» YOUR TASK
Count every line in the records below that contains the string "justify". Report that number alone.

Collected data

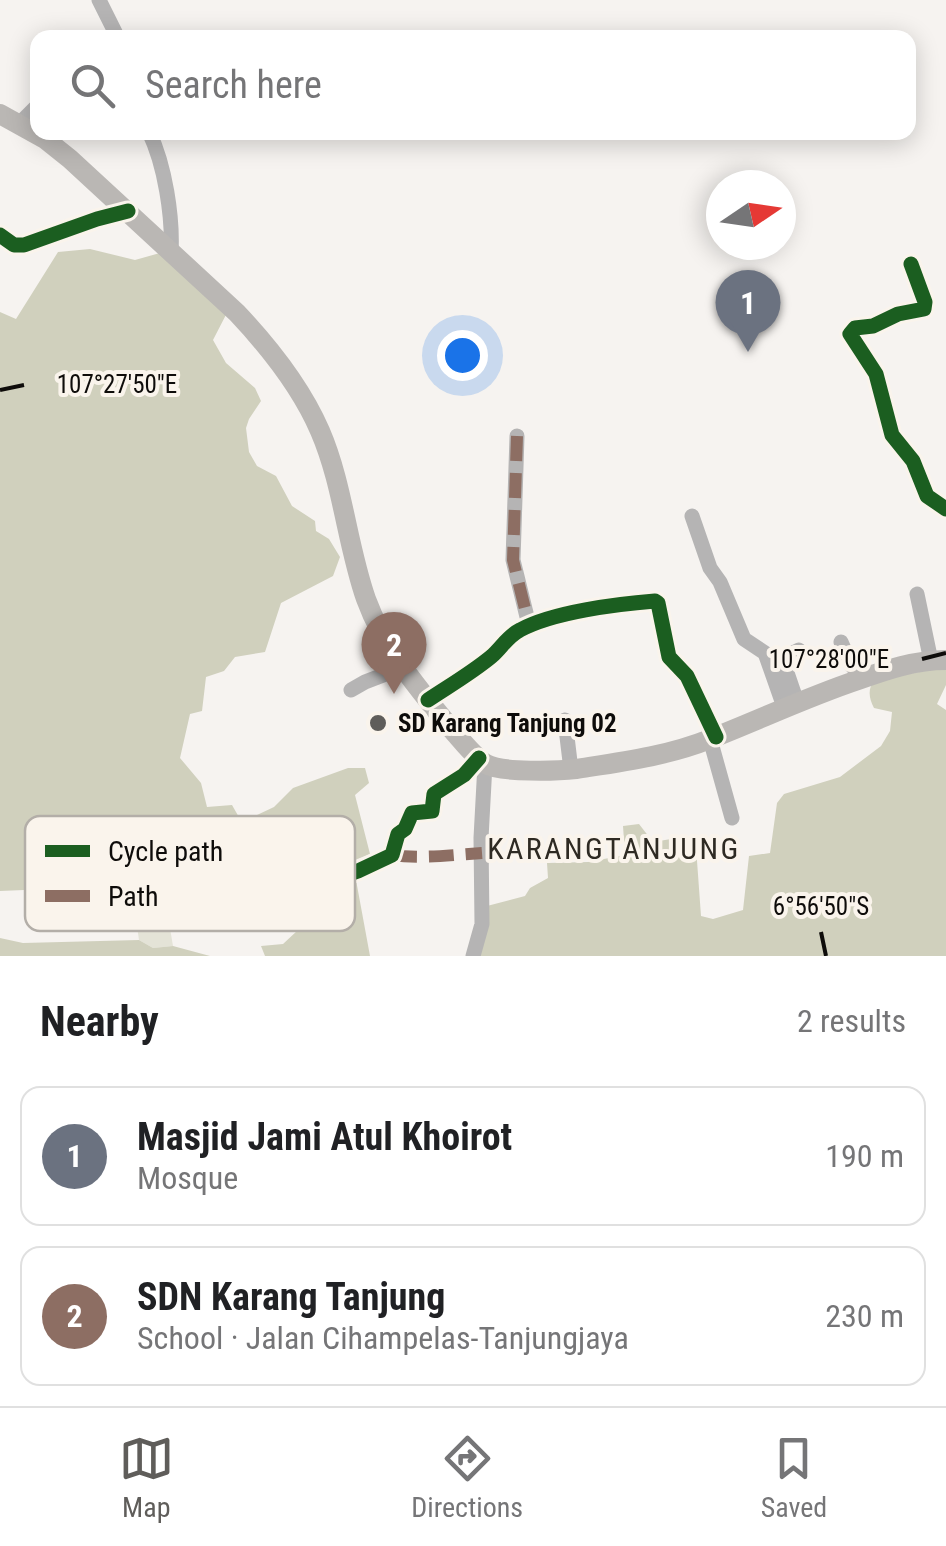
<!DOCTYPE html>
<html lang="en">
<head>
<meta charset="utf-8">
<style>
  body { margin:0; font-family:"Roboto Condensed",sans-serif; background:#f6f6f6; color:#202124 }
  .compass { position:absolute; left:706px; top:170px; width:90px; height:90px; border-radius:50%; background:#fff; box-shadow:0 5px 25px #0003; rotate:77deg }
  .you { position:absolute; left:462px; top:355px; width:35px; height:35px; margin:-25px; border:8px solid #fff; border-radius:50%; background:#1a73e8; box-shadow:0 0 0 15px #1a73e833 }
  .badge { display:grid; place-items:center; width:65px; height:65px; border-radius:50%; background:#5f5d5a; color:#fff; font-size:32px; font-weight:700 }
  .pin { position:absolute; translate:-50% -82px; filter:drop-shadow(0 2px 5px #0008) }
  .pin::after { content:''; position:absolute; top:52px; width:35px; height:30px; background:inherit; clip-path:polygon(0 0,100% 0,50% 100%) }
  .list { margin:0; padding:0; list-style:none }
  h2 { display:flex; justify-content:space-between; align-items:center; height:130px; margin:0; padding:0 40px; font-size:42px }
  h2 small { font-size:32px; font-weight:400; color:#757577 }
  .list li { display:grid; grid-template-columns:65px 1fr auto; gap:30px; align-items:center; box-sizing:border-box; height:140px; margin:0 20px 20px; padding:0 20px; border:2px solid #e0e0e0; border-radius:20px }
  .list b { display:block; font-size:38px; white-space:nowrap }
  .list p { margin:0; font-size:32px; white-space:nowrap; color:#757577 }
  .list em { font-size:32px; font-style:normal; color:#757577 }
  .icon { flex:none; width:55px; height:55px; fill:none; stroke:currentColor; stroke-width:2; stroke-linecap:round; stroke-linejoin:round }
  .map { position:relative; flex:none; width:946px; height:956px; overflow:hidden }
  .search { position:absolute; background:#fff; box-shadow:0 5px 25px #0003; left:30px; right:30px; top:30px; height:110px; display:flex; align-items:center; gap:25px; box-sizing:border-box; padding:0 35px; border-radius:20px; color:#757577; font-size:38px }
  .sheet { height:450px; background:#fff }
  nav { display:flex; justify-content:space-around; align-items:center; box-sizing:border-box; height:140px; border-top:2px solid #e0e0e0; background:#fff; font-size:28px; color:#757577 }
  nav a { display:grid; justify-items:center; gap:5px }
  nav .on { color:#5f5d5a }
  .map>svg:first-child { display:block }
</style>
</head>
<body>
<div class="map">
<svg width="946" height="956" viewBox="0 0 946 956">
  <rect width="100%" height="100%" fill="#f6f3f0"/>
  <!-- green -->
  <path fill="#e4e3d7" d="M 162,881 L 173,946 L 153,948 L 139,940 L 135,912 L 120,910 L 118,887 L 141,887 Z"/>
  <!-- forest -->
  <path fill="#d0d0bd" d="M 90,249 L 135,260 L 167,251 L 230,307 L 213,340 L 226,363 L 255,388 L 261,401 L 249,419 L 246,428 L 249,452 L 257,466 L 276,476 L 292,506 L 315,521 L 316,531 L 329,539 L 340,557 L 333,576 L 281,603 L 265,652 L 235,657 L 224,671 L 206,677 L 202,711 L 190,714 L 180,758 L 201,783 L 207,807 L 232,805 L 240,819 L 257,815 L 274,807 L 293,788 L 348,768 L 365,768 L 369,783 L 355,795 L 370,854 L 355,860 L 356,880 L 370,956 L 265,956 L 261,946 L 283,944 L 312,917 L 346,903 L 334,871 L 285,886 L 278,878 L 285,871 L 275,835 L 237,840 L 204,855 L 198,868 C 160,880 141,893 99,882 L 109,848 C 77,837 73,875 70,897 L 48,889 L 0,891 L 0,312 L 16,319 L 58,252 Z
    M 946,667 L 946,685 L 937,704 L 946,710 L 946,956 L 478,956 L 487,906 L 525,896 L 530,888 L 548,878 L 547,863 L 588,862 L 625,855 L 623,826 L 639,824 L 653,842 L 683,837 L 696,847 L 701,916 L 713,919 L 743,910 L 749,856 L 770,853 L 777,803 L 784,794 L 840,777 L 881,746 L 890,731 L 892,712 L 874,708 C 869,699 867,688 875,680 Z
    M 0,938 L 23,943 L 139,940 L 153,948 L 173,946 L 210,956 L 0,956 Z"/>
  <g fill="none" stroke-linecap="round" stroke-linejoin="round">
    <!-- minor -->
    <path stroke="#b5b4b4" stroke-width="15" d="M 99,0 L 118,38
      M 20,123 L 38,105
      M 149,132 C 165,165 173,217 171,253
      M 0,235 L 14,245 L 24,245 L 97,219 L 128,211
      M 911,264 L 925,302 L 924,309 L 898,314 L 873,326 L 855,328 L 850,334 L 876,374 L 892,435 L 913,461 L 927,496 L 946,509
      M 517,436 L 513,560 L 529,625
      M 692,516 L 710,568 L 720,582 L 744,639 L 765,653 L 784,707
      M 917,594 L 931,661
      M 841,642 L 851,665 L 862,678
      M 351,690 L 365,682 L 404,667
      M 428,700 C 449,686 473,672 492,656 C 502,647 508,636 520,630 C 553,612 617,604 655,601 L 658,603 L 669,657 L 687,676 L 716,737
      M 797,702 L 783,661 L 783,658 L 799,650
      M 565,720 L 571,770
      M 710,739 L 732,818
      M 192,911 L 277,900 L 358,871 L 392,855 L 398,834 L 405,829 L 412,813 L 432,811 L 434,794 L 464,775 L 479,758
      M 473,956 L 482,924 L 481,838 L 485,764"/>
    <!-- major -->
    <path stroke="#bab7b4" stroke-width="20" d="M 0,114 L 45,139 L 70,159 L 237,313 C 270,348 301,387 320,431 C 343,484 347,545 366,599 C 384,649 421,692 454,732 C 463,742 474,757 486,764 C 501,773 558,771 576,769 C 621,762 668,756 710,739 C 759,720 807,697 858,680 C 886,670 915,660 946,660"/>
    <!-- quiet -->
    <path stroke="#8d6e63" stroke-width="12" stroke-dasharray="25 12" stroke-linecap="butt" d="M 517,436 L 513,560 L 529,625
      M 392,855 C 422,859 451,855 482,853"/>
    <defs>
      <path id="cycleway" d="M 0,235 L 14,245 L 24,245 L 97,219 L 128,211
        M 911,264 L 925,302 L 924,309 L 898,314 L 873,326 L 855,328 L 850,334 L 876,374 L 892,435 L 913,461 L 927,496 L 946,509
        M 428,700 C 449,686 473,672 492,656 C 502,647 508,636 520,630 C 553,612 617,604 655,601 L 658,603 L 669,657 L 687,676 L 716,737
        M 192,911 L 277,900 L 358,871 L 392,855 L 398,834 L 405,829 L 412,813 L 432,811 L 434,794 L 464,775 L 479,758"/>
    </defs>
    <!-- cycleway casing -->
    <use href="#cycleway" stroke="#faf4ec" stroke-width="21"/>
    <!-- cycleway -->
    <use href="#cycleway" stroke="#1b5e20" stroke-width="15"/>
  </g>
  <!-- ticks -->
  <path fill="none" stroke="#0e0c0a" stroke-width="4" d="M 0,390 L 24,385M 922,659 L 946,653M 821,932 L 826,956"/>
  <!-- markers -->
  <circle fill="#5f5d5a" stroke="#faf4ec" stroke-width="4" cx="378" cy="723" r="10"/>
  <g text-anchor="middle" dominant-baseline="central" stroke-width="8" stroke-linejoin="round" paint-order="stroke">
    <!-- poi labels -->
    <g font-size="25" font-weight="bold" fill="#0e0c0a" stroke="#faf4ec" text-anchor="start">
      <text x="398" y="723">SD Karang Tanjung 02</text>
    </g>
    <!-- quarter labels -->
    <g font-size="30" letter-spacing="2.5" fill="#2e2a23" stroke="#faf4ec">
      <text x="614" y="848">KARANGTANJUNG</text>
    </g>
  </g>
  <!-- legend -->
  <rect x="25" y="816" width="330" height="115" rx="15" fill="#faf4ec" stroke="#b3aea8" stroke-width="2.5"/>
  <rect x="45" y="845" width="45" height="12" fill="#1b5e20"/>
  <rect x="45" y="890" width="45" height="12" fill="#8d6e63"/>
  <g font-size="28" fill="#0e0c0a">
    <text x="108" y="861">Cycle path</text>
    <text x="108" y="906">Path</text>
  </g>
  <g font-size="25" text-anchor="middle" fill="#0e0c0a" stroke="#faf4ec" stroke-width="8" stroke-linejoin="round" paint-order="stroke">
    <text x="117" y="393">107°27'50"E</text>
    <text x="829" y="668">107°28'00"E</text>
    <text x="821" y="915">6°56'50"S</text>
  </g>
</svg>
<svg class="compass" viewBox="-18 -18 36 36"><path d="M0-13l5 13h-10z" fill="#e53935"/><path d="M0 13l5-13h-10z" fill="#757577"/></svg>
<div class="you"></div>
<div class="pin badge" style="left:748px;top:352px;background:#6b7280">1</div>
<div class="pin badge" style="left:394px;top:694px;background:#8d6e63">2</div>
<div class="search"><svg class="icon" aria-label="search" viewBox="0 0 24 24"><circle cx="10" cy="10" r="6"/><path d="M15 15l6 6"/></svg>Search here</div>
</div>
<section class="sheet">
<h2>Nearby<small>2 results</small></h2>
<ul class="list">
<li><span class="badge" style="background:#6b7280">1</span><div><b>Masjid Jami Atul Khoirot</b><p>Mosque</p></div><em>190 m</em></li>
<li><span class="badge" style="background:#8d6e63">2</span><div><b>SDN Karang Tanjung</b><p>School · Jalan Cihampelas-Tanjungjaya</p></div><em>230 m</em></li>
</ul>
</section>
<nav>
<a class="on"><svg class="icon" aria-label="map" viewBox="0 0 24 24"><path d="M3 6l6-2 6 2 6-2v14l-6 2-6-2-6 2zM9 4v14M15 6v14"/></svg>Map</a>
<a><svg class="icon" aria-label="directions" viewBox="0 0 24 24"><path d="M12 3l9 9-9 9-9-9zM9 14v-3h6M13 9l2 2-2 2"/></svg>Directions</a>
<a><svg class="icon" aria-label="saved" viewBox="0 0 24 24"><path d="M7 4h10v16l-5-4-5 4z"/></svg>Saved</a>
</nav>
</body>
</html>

» ANSWER TO THIS EXERCISE
3